Task details ▸ Your task is to find every line of the data that holds the string "長野真田線" and copy it.

Task material ▸
# # # # # # #

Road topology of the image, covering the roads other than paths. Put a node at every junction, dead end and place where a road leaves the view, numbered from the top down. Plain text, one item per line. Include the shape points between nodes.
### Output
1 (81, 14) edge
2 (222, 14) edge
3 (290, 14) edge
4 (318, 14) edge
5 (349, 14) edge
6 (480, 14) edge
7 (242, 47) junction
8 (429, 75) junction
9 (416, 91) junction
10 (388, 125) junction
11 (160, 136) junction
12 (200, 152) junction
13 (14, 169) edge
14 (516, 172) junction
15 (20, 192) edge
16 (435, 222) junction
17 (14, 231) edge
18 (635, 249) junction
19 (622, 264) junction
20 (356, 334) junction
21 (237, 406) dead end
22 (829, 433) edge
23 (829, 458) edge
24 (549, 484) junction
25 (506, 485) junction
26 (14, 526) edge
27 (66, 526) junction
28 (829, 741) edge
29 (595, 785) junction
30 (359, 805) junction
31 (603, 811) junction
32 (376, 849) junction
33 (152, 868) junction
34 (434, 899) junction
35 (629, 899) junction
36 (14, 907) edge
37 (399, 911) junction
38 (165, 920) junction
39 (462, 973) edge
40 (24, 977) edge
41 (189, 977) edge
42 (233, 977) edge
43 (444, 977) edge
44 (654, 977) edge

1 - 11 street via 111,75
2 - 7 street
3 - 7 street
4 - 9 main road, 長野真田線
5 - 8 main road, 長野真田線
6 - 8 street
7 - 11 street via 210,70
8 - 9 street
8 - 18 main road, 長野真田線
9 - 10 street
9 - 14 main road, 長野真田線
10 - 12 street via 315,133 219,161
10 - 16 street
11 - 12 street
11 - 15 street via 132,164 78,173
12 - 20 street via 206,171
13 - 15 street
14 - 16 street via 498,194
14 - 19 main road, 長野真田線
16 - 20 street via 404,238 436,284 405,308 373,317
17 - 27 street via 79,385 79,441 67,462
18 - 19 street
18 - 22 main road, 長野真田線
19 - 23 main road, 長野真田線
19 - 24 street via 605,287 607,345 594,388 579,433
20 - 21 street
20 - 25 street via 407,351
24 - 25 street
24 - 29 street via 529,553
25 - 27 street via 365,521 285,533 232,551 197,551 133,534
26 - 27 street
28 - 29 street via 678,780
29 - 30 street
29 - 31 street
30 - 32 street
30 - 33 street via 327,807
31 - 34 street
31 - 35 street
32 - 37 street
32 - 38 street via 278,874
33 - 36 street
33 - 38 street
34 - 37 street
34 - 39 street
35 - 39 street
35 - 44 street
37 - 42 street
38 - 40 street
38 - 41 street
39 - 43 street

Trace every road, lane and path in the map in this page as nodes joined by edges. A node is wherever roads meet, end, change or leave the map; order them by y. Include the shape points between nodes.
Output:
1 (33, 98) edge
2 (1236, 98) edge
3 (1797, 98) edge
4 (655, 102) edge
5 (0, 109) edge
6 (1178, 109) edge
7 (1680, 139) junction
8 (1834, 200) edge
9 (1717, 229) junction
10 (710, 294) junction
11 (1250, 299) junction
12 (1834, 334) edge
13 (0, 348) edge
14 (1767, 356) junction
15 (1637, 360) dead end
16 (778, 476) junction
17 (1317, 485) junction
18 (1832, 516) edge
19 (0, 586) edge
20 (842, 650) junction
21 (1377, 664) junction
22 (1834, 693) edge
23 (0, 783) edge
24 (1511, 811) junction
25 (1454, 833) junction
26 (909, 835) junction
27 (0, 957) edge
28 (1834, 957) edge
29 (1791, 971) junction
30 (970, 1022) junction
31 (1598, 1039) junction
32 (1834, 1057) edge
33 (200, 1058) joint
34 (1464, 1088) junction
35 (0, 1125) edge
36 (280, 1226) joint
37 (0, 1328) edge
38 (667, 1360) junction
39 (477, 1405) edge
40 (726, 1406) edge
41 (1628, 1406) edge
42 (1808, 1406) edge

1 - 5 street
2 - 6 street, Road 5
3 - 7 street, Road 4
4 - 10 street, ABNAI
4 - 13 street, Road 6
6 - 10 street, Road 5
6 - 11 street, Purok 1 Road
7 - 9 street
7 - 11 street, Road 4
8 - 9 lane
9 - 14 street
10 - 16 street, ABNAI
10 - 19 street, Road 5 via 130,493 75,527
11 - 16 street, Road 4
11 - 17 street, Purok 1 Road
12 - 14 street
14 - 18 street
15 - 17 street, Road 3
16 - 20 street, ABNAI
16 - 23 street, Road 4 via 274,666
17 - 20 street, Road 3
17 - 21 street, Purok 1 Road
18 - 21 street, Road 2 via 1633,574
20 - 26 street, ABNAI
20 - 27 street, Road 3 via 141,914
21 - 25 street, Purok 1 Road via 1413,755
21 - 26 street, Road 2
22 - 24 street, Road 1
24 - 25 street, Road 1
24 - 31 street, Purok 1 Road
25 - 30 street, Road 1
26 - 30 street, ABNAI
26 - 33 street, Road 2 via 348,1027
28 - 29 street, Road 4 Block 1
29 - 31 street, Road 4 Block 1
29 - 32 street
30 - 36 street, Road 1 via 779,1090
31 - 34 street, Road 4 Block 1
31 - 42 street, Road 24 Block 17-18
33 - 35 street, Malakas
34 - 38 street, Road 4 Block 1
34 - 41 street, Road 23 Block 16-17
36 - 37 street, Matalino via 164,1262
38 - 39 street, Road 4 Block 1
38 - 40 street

# # # # # # #

Finished task ▸
4 - 9 main road, 長野真田線
5 - 8 main road, 長野真田線
8 - 18 main road, 長野真田線
9 - 14 main road, 長野真田線
14 - 19 main road, 長野真田線
18 - 22 main road, 長野真田線
19 - 23 main road, 長野真田線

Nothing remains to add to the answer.